F : La série Puzzle est-elle votre première expérience dans l’écriture ? Comment l’avez-vous travaillée ?
AG : En effet, les 2 tomes de Puzzle sont mes 2 premiers livres. Curieusement, je n’avais jamais écrit d’histoire, de poèmes ou de nouvelles avant. Il y a même eu un moment au collège et au lycée où je n’aimais pas lire, alors qu’aujourd’hui il me faut impérativement un livre sur ma table de chevet. Donc ce désir d’écrire m’est presque tombé du ciel.
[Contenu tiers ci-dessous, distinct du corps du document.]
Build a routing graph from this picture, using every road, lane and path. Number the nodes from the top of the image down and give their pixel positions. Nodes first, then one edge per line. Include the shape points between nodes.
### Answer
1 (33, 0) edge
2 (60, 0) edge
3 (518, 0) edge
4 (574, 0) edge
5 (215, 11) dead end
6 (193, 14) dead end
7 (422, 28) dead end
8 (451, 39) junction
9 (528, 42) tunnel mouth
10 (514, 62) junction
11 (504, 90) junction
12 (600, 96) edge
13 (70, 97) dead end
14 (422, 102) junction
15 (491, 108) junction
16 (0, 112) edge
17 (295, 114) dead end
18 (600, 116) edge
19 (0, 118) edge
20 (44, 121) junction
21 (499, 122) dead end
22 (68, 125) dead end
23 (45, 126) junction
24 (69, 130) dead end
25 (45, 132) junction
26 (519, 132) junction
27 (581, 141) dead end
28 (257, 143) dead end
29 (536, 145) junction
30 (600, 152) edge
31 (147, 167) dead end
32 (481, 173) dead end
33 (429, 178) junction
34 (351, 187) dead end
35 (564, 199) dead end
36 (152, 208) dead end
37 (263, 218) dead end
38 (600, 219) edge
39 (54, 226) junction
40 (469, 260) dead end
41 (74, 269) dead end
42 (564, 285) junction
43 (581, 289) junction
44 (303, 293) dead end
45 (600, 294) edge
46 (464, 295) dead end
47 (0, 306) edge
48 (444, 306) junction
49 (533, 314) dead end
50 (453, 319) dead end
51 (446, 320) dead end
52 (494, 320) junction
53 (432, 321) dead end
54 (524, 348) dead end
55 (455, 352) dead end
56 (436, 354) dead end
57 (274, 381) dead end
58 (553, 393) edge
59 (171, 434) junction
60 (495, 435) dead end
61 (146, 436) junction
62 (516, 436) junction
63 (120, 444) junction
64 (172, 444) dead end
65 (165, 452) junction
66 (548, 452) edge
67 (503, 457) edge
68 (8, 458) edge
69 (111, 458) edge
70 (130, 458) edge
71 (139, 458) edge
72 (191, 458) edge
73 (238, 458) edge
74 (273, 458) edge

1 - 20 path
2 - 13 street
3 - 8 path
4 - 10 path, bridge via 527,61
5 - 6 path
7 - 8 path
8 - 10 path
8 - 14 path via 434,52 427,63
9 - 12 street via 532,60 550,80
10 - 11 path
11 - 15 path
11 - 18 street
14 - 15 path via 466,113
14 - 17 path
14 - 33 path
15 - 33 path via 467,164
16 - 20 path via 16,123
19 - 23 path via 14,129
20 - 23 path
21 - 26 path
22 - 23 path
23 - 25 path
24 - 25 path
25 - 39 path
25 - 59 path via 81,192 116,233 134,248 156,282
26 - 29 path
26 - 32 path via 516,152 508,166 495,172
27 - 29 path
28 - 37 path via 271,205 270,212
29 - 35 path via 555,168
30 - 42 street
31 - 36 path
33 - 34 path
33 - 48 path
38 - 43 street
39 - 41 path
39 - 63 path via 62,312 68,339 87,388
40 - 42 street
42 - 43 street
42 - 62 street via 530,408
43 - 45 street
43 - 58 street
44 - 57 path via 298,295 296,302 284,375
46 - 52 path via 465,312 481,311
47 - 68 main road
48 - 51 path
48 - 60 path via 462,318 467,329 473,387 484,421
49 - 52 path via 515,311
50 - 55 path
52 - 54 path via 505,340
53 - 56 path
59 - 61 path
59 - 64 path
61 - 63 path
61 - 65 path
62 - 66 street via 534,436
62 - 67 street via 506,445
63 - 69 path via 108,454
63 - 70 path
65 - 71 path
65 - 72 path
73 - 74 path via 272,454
J’ai commencé Puzzle durant une phase de ma vie qui n’était pas forcément simple. S’imaginer un autre monde alors que le quotidien morose vous efface de votre propre vie me semblait être une bonne idée. Alors, pris de frénésie d’écriture et après avoir visualisé le début et la fin du récit dans ma tête, je tapais mes premiers chapitres et en étais presque euphorique d’avoir couché ce début d’histoire. Mais un gros doute me vint : et si je perdais mon temps ? Si cette histoire était fade et sans intérêt ? Me reprenant, j’ai envoyé le début à des amis que je savais peu complaisants à mon égard et je m’attendais à ce qu’ils me disent : « Bon tu ferais mieux d’arrêter et faire autre chose de plus utile » et au lieu de cela, ils voulaient savoir la suite. Donc, j’ai continué mes chapitres et petit à petit je suis arrivé jusqu’au bout. C’est une série dans laquelle je me sens bien, comme un autre espace-temps. Est-ce que j’aurai continué s’ils m’avaient fait part d’un avis négatif ? Sûrement, car je ressentais une forme de liberté dans mon imagination et
de plénitude. Peut-être avec moins d’entrain car j’aurai été un petit peu blessé dans mon amour-propre, mais j’aurai continué.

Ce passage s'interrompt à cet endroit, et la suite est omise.